MATERIAL TO PROCESS:
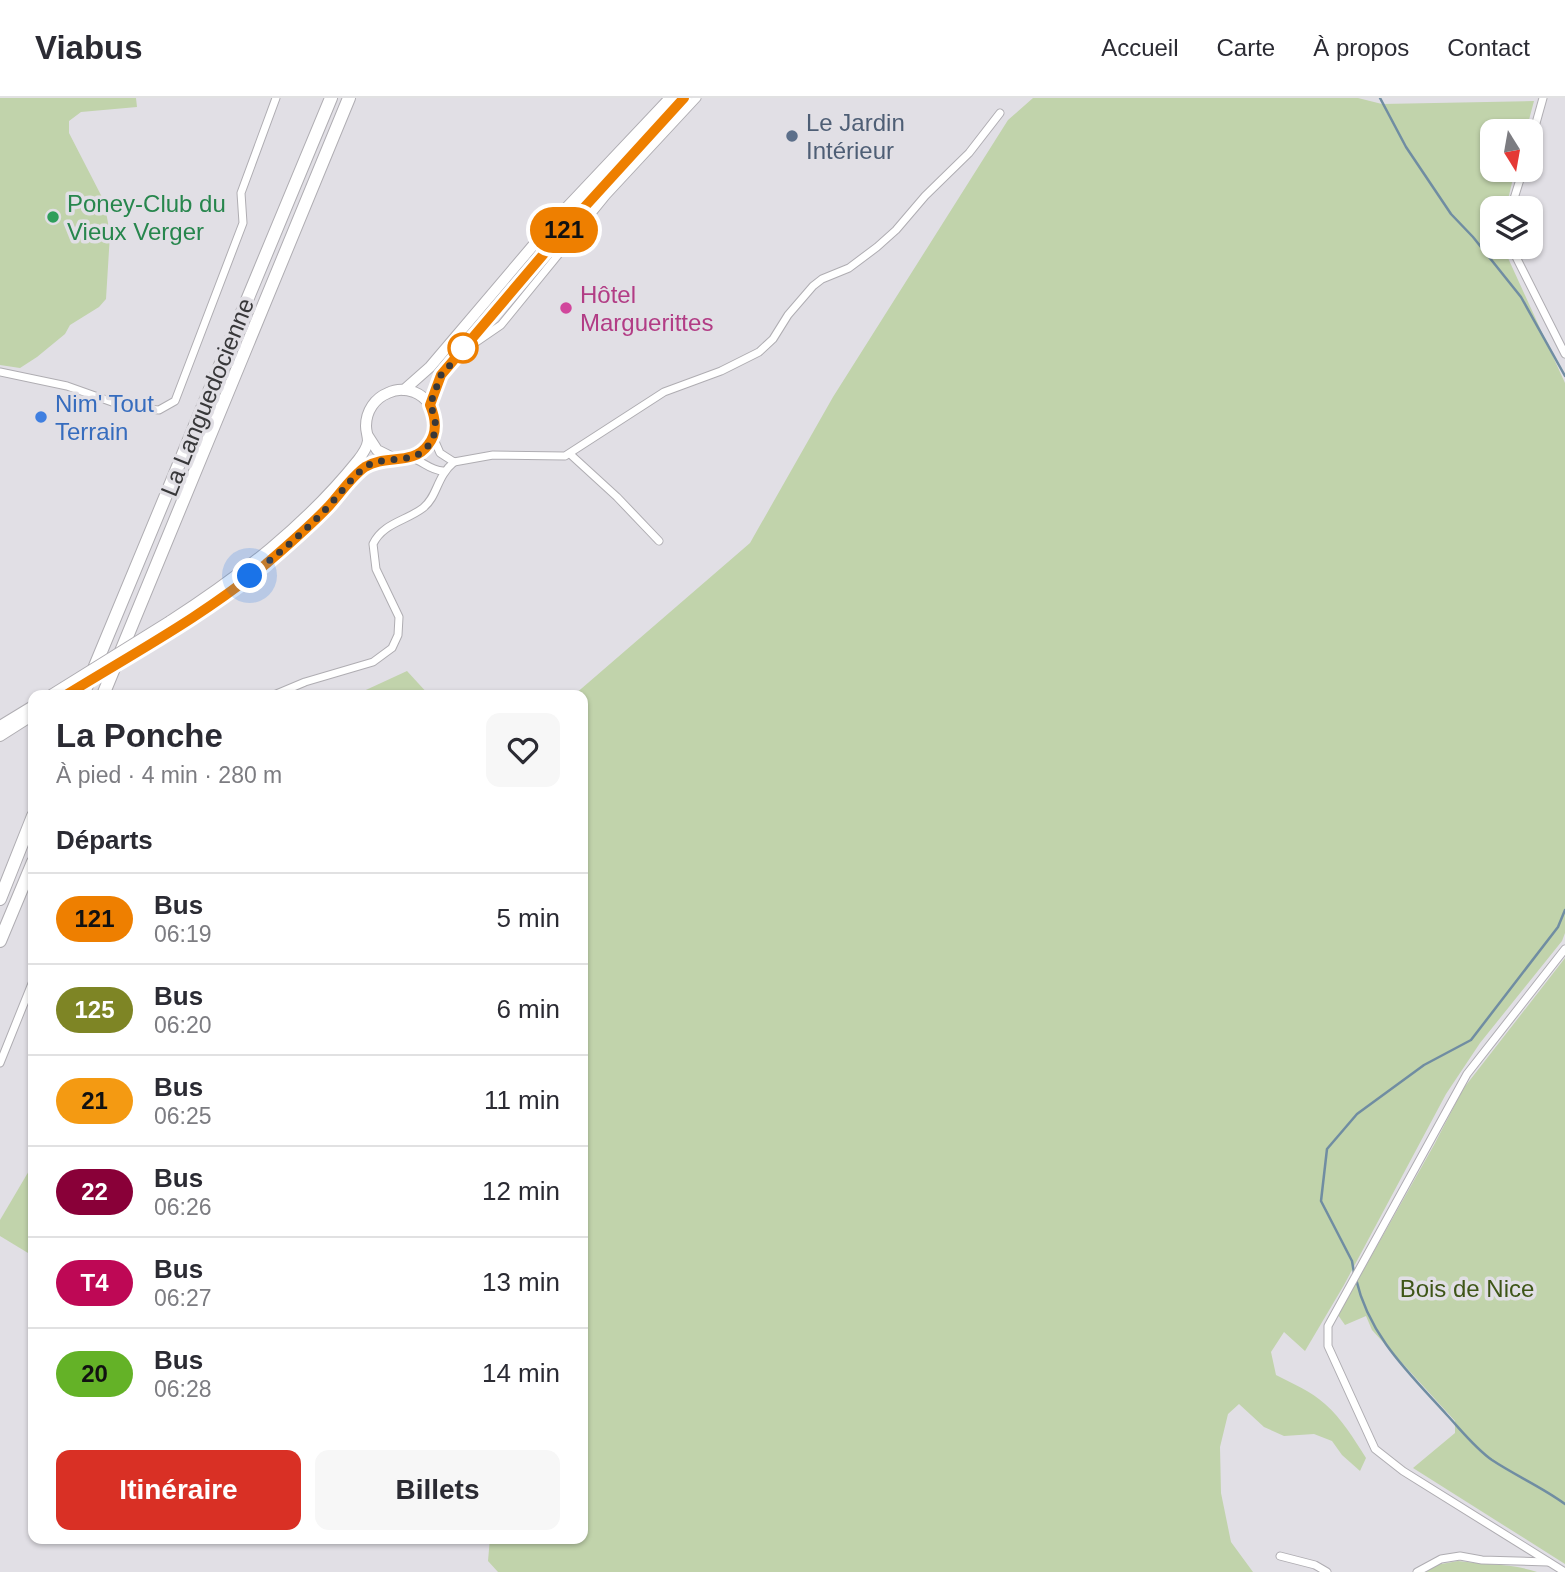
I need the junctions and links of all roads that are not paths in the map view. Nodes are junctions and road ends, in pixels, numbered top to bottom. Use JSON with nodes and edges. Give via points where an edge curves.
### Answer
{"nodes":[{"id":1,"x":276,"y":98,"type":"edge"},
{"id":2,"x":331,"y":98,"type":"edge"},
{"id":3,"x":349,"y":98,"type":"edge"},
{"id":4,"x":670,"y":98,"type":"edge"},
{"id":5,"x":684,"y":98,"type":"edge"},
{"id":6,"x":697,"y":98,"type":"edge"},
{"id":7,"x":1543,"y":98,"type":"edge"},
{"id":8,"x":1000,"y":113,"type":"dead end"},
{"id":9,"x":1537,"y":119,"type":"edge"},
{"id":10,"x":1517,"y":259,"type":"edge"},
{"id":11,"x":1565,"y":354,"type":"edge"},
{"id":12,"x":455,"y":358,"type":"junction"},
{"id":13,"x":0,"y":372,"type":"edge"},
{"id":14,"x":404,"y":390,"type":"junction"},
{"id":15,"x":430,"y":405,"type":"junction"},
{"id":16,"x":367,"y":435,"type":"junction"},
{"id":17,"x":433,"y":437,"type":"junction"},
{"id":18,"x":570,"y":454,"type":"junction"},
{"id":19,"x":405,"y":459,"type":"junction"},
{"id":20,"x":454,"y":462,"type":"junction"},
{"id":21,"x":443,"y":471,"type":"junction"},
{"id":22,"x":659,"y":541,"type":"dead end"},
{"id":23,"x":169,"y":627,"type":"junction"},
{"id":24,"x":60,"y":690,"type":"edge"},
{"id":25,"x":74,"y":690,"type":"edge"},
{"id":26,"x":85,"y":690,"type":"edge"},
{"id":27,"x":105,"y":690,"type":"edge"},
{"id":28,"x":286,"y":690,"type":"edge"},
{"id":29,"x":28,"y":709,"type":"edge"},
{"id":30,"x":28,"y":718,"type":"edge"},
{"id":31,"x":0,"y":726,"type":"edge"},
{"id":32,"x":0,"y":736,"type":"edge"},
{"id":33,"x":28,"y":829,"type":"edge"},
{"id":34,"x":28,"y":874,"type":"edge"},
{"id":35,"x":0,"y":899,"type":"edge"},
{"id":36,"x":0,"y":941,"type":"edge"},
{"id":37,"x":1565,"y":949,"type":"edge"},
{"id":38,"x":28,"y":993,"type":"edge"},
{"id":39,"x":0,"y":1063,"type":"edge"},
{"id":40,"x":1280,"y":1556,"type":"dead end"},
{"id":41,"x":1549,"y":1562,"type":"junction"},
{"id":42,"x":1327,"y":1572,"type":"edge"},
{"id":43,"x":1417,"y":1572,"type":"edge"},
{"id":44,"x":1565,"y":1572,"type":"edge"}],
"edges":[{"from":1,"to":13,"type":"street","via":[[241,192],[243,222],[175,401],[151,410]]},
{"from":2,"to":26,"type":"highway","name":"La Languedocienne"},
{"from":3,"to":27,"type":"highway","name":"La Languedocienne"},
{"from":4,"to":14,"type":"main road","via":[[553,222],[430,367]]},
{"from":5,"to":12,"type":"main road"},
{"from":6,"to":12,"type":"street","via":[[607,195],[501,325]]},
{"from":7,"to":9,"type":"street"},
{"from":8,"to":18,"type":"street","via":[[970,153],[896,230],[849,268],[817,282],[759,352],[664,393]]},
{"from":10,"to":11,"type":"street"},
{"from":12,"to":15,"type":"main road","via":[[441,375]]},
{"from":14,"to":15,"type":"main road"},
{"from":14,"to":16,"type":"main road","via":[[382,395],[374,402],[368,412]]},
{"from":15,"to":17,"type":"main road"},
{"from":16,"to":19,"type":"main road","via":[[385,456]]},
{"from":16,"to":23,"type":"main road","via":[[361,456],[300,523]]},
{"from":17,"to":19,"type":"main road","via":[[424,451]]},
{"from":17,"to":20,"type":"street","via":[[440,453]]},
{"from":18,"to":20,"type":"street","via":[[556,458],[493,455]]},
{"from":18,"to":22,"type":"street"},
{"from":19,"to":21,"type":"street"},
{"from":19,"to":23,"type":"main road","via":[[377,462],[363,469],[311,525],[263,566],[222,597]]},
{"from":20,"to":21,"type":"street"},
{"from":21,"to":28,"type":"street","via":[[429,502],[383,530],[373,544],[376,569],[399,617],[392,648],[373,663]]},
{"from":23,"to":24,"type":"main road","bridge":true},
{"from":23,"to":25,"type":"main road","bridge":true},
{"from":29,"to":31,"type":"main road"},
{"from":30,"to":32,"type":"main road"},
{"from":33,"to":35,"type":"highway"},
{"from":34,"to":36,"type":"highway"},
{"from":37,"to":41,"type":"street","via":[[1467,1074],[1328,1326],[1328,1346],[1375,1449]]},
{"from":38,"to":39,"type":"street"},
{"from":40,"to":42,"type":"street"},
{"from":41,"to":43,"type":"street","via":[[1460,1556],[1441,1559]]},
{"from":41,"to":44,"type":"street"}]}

WHAT YOU WILL DO: Word for word, give the entries back in full; the pictures do not belong in the copy.

SOLUTION FOR THIS TASK:
I need the junctions and links of all roads that are not paths in the map view. Nodes are junctions and road ends, in pixels, numbered top to bottom. Use JSON with nodes and edges. Give via points where an edge curves.
### Answer
{"nodes":[{"id":1,"x":276,"y":98,"type":"edge"},
{"id":2,"x":331,"y":98,"type":"edge"},
{"id":3,"x":349,"y":98,"type":"edge"},
{"id":4,"x":670,"y":98,"type":"edge"},
{"id":5,"x":684,"y":98,"type":"edge"},
{"id":6,"x":697,"y":98,"type":"edge"},
{"id":7,"x":1543,"y":98,"type":"edge"},
{"id":8,"x":1000,"y":113,"type":"dead end"},
{"id":9,"x":1537,"y":119,"type":"edge"},
{"id":10,"x":1517,"y":259,"type":"edge"},
{"id":11,"x":1565,"y":354,"type":"edge"},
{"id":12,"x":455,"y":358,"type":"junction"},
{"id":13,"x":0,"y":372,"type":"edge"},
{"id":14,"x":404,"y":390,"type":"junction"},
{"id":15,"x":430,"y":405,"type":"junction"},
{"id":16,"x":367,"y":435,"type":"junction"},
{"id":17,"x":433,"y":437,"type":"junction"},
{"id":18,"x":570,"y":454,"type":"junction"},
{"id":19,"x":405,"y":459,"type":"junction"},
{"id":20,"x":454,"y":462,"type":"junction"},
{"id":21,"x":443,"y":471,"type":"junction"},
{"id":22,"x":659,"y":541,"type":"dead end"},
{"id":23,"x":169,"y":627,"type":"junction"},
{"id":24,"x":60,"y":690,"type":"edge"},
{"id":25,"x":74,"y":690,"type":"edge"},
{"id":26,"x":85,"y":690,"type":"edge"},
{"id":27,"x":105,"y":690,"type":"edge"},
{"id":28,"x":286,"y":690,"type":"edge"},
{"id":29,"x":28,"y":709,"type":"edge"},
{"id":30,"x":28,"y":718,"type":"edge"},
{"id":31,"x":0,"y":726,"type":"edge"},
{"id":32,"x":0,"y":736,"type":"edge"},
{"id":33,"x":28,"y":829,"type":"edge"},
{"id":34,"x":28,"y":874,"type":"edge"},
{"id":35,"x":0,"y":899,"type":"edge"},
{"id":36,"x":0,"y":941,"type":"edge"},
{"id":37,"x":1565,"y":949,"type":"edge"},
{"id":38,"x":28,"y":993,"type":"edge"},
{"id":39,"x":0,"y":1063,"type":"edge"},
{"id":40,"x":1280,"y":1556,"type":"dead end"},
{"id":41,"x":1549,"y":1562,"type":"junction"},
{"id":42,"x":1327,"y":1572,"type":"edge"},
{"id":43,"x":1417,"y":1572,"type":"edge"},
{"id":44,"x":1565,"y":1572,"type":"edge"}],
"edges":[{"from":1,"to":13,"type":"street","via":[[241,192],[243,222],[175,401],[151,410]]},
{"from":2,"to":26,"type":"highway","name":"La Languedocienne"},
{"from":3,"to":27,"type":"highway","name":"La Languedocienne"},
{"from":4,"to":14,"type":"main road","via":[[553,222],[430,367]]},
{"from":5,"to":12,"type":"main road"},
{"from":6,"to":12,"type":"street","via":[[607,195],[501,325]]},
{"from":7,"to":9,"type":"street"},
{"from":8,"to":18,"type":"street","via":[[970,153],[896,230],[849,268],[817,282],[759,352],[664,393]]},
{"from":10,"to":11,"type":"street"},
{"from":12,"to":15,"type":"main road","via":[[441,375]]},
{"from":14,"to":15,"type":"main road"},
{"from":14,"to":16,"type":"main road","via":[[382,395],[374,402],[368,412]]},
{"from":15,"to":17,"type":"main road"},
{"from":16,"to":19,"type":"main road","via":[[385,456]]},
{"from":16,"to":23,"type":"main road","via":[[361,456],[300,523]]},
{"from":17,"to":19,"type":"main road","via":[[424,451]]},
{"from":17,"to":20,"type":"street","via":[[440,453]]},
{"from":18,"to":20,"type":"street","via":[[556,458],[493,455]]},
{"from":18,"to":22,"type":"street"},
{"from":19,"to":21,"type":"street"},
{"from":19,"to":23,"type":"main road","via":[[377,462],[363,469],[311,525],[263,566],[222,597]]},
{"from":20,"to":21,"type":"street"},
{"from":21,"to":28,"type":"street","via":[[429,502],[383,530],[373,544],[376,569],[399,617],[392,648],[373,663]]},
{"from":23,"to":24,"type":"main road","bridge":true},
{"from":23,"to":25,"type":"main road","bridge":true},
{"from":29,"to":31,"type":"main road"},
{"from":30,"to":32,"type":"main road"},
{"from":33,"to":35,"type":"highway"},
{"from":34,"to":36,"type":"highway"},
{"from":37,"to":41,"type":"street","via":[[1467,1074],[1328,1326],[1328,1346],[1375,1449]]},
{"from":38,"to":39,"type":"street"},
{"from":40,"to":42,"type":"street"},
{"from":41,"to":43,"type":"street","via":[[1460,1556],[1441,1559]]},
{"from":41,"to":44,"type":"street"}]}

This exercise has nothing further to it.